**Activity**:
Every line below that has the string "node" needs to be copied.

**Supplied records**:
■ ■ ■ ■ ■

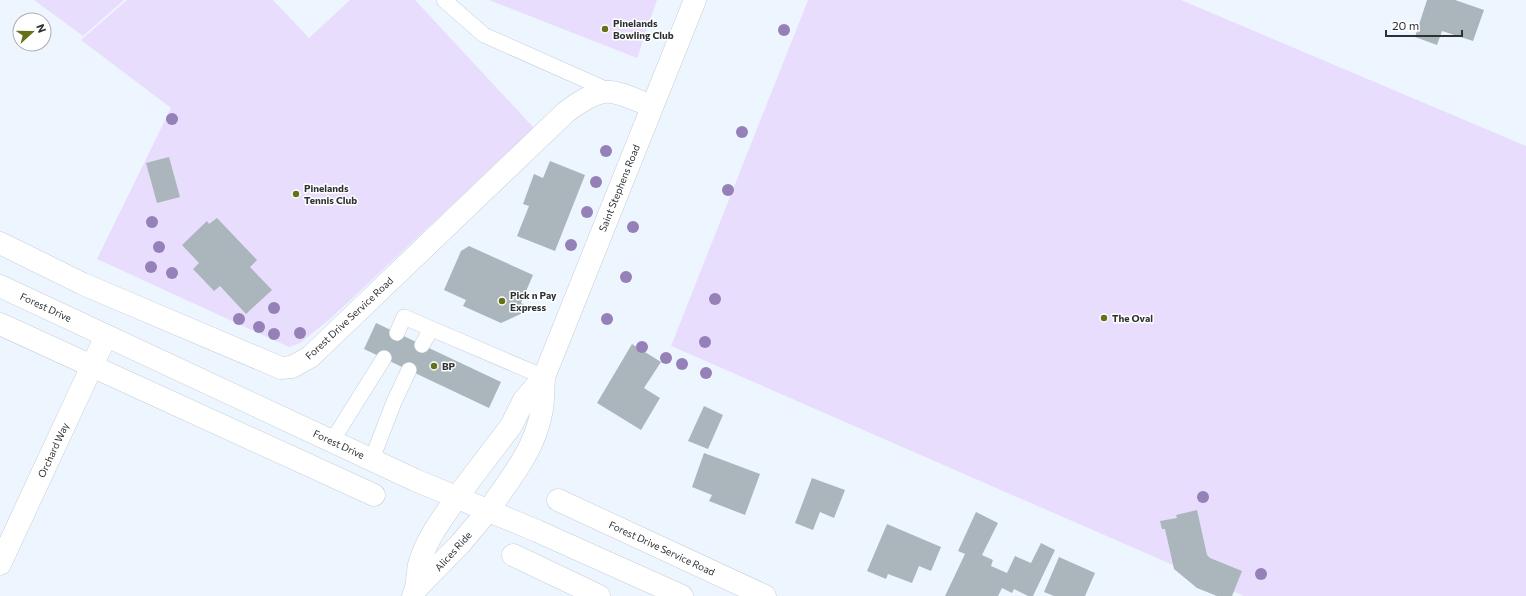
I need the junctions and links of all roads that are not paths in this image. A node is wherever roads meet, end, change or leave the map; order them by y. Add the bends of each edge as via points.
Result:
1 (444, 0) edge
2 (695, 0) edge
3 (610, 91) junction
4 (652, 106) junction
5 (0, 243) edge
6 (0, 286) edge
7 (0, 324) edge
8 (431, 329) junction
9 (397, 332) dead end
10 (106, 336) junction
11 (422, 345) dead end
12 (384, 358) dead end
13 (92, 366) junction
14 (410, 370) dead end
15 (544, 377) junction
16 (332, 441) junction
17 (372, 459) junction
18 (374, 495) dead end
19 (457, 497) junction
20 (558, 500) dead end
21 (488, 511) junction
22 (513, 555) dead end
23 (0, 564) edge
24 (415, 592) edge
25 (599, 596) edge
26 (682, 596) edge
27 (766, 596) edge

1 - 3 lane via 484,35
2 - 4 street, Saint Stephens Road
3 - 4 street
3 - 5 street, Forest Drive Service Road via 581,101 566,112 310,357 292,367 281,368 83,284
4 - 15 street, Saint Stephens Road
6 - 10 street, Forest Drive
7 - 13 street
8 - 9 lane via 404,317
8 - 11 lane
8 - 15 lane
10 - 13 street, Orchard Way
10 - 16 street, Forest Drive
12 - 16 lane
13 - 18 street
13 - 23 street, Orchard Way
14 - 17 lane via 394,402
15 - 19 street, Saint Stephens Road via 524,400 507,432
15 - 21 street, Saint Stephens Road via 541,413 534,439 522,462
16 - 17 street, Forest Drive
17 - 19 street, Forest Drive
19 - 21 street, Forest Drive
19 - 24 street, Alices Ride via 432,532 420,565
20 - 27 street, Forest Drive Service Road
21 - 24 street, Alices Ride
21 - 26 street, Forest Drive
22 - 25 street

■ ■ ■ ■ ■

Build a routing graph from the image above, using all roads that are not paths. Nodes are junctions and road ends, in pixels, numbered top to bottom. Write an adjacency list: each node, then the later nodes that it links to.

■ ■ ■ ■ ■

**Solution**:
I need the junctions and links of all roads that are not paths in this image. A node is wherever roads meet, end, change or leave the map; order them by y. Add the bends of each edge as via points.
Build a routing graph from the image above, using all roads that are not paths. Nodes are junctions and road ends, in pixels, numbered top to bottom. Write an adjacency list: each node, then the later nodes that it links to.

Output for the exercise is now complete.